After arriving in Paris in 1949, Sergio de Castro found himself in the midst of an art scene divided by the abstraction/figuration debate. Sergio de Castro chose to take a figurative path by exploring a variety of themes—always, however, using a colourful and poetic style of painting. This independence, this freedom of spirit, was no doubt made possible by Nicolas de Staël, who provided an alternative with his return to figuration. The role of colour was also very important, while the themes addressed were light: music, sports, etc. Denys Sutton confirmed in 1957: “A young painter can now use a figurative style without seeming oldfashioned, backward, or out of step with the norms of the idiom of his time; he is only trying to fashion a new, contemporary idiom. The person primarily responsible for this break with the dogmatism of the abstract school, which allowed painters to adopt this new approach, was Nicolas de Staël: he played the role of mediator between two seemingly irreconcilable positions. Since de Staël’s untimely death, the innovations he introduced have been taken up by several painters of varying talents. The most notable and gifted of these is Sergio de Castro, a young Argentinian painter now living in Paris, who has absorbed in a striking way some of the strengths of de Staël’s contribution without losing any of his own personality; he has completed and upheld the message of his work.” 
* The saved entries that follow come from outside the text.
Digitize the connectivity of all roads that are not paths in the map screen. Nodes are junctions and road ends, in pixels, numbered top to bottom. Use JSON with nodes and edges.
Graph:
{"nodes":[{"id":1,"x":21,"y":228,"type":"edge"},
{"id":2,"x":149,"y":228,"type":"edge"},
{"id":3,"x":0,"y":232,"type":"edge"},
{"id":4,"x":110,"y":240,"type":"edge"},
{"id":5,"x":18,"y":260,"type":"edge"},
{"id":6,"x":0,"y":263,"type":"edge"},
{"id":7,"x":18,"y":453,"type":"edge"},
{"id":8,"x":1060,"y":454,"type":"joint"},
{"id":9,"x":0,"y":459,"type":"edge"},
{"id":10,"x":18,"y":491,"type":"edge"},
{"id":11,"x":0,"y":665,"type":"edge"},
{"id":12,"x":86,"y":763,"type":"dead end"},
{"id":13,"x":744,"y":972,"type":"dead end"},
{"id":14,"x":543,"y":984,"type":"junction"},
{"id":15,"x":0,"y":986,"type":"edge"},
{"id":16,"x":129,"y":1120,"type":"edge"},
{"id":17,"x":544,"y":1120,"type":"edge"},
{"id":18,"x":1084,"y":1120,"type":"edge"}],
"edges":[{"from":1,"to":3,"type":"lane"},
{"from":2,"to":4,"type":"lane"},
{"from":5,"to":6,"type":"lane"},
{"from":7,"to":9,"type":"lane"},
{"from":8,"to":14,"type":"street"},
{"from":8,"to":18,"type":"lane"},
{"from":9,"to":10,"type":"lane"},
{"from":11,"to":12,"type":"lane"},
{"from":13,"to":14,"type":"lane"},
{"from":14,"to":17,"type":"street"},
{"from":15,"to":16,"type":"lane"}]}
 Denys Sutton, Apollo, n° 394, London, 1957
Fundamentally figurative, Sergio de Castro was also a portraitist. He depicted his relatives using their faces as a pretext for the expression of colours and lines. In this respect, he is reminiscent of Matisse and Picasso. The art historian André Chastel wrote: “Each one sets the rules of their game at their convenience, considers what they are obsessed with as prodigious, and develops a new temptation. The marvellous, the fantastic and the original abound: as well as ease and credulity. What matters to us, now, is the attempt to contain and gather. It was evident in the work of Nicolas de Staël. With a very different method, and a very Iberian attitude, the same need is manifested in the work of Castro. (…) Castro instinctively joined the small group of painters, like Klee or Vieira da Silva, for whom delight—and the fields it opens up—is indeed ‘the end of art’, but with a general economy of means and a rather particular mode of formulation.” He added: “He has not, therefore, felt challenged by the great contemporary debate on the antinomy of abstract and figurative, object and image. He intends to go forward without making a useless decision; he does not feel that it is necessary. He allows himself all the more willingly to look at the cold structures of Mondrian today, as he did the milky ways of Kandinsky yesterday. He intends not to deprive himself of any assistance.” 
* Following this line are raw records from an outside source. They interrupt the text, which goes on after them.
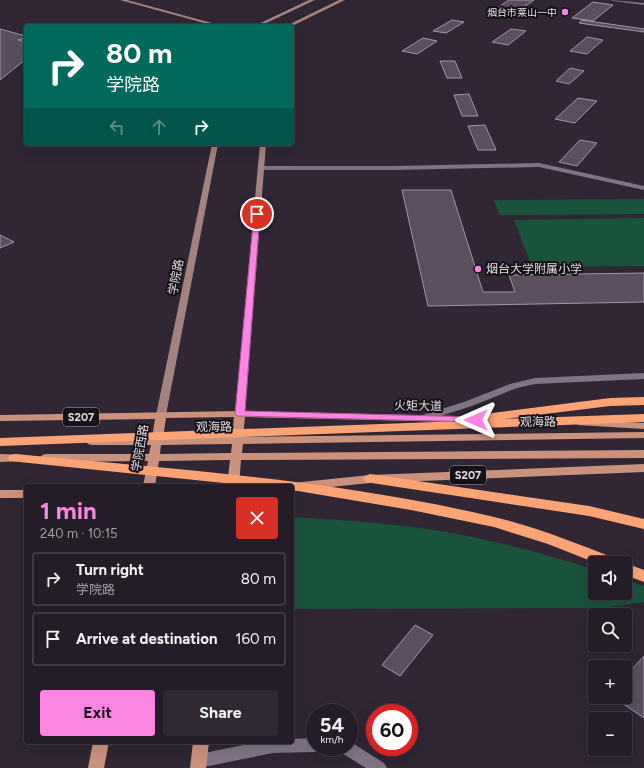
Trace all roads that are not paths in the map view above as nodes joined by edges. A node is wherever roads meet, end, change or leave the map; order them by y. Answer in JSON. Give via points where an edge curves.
{"nodes":[{"id":1,"x":122,"y":0,"type":"edge"},
{"id":2,"x":313,"y":0,"type":"edge"},
{"id":3,"x":343,"y":0,"type":"edge"},
{"id":4,"x":612,"y":0,"type":"edge"},
{"id":5,"x":644,"y":4,"type":"edge"},
{"id":6,"x":213,"y":24,"type":"edge"},
{"id":7,"x":260,"y":24,"type":"edge"},
{"id":8,"x":292,"y":24,"type":"edge"},
{"id":9,"x":215,"y":146,"type":"edge"},
{"id":10,"x":263,"y":146,"type":"edge"},
{"id":11,"x":261,"y":168,"type":"junction"},
{"id":12,"x":644,"y":188,"type":"edge"},
{"id":13,"x":644,"y":376,"type":"edge"},
{"id":14,"x":644,"y":401,"type":"edge"},
{"id":15,"x":240,"y":414,"type":"junction"},
{"id":16,"x":161,"y":415,"type":"junction"},
{"id":17,"x":0,"y":418,"type":"edge"},
{"id":18,"x":644,"y":418,"type":"edge"},
{"id":19,"x":420,"y":419,"type":"junction"},
{"id":20,"x":476,"y":420,"type":"junction"},
{"id":21,"x":644,"y":426,"type":"edge"},
{"id":22,"x":644,"y":435,"type":"edge"},
{"id":23,"x":0,"y":443,"type":"edge"},
{"id":24,"x":644,"y":454,"type":"edge"},
{"id":25,"x":0,"y":458,"type":"edge"},
{"id":26,"x":15,"y":458,"type":"junction"},
{"id":27,"x":644,"y":468,"type":"edge"},
{"id":28,"x":370,"y":479,"type":"junction"},
{"id":29,"x":149,"y":484,"type":"edge"},
{"id":30,"x":233,"y":484,"type":"edge"},
{"id":31,"x":280,"y":484,"type":"edge"},
{"id":32,"x":294,"y":486,"type":"edge"},
{"id":33,"x":294,"y":486,"type":"edge"},
{"id":34,"x":0,"y":494,"type":"edge"},
{"id":35,"x":24,"y":494,"type":"edge"},
{"id":36,"x":644,"y":524,"type":"edge"},
{"id":37,"x":593,"y":556,"type":"edge"},
{"id":38,"x":632,"y":571,"type":"edge"},
{"id":39,"x":644,"y":576,"type":"edge"},
{"id":40,"x":100,"y":744,"type":"edge"},
{"id":41,"x":201,"y":744,"type":"edge"},
{"id":42,"x":306,"y":744,"type":"edge"},
{"id":43,"x":358,"y":754,"type":"edge"},
{"id":44,"x":199,"y":765,"type":"edge"},
{"id":45,"x":96,"y":768,"type":"edge"},
{"id":46,"x":379,"y":768,"type":"edge"}],
"edges":[{"from":1,"to":6,"type":"main road"},
{"from":2,"to":7,"type":"main road"},
{"from":3,"to":8,"type":"main road"},
{"from":4,"to":5,"type":"lane"},
{"from":9,"to":16,"type":"main road","name":"学院路"},
{"from":10,"to":11,"type":"main road"},
{"from":11,"to":12,"type":"street","via":[[539,165]]},
{"from":11,"to":15,"type":"main road"},
{"from":13,"to":19,"type":"street","via":[[535,381]]},
{"from":14,"to":20,"type":"highway","via":[[610,402]]},
{"from":15,"to":16,"type":"main road","name":"观海路","number":"S207"},
{"from":15,"to":19,"type":"main road","name":"火矩大道","number":"S207"},
{"from":15,"to":30,"type":"main road"},
{"from":16,"to":17,"type":"main road","name":"观海路","number":"S207"},
{"from":16,"to":29,"type":"main road","name":"学院西路"},
{"from":18,"to":23,"type":"highway"},
{"from":19,"to":20,"type":"main road","name":"火矩大道","number":"S207"},
{"from":20,"to":21,"type":"main road","name":"火矩大道","number":"S207"},
{"from":22,"to":23,"type":"main road","name":"观海路"},
{"from":24,"to":26,"type":"main road"},
{"from":25,"to":26,"type":"main road"},
{"from":26,"to":31,"type":"highway"},
{"from":27,"to":28,"type":"main road","number":"S207"},
{"from":28,"to":33,"type":"main road","number":"S207"},
{"from":28,"to":36,"type":"highway","via":[[589,511]]},
{"from":32,"to":37,"type":"highway","via":[[495,522]]},
{"from":34,"to":35,"type":"main road"},
{"from":38,"to":39,"type":"highway"},
{"from":40,"to":45,"type":"main road"},
{"from":41,"to":44,"type":"main road"},
{"from":42,"to":44,"type":"street","via":[[273,746]]},
{"from":43,"to":46,"type":"street"}]}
 André Chastel, « Petit portrait de Sergio de Castro », Matthiesen Gallery exhibition catalog, London, 1958
Nourished by multiple influences, pictorial and poetic, ancient and modern, Sergio de Castro offers us a very personal body of work. John Russel confirmed: “His is not an airless, classicizing art: it is a classic art, in which passions are none the less tempestuous for the perfected moderation of their expression. It is modern, without being modernistic; original, without ever striving to appear so; serious, but with never a moment of dullness or emphase, and entirely seductive, without ever using that seduction for vapid or ephemeral ends. Altogether I know of no painter of Sergio de Castro’s age whose work gives the observer so encouraging an idea, not so much of ‘the future of art’, as of the future of the artist as a human being.” 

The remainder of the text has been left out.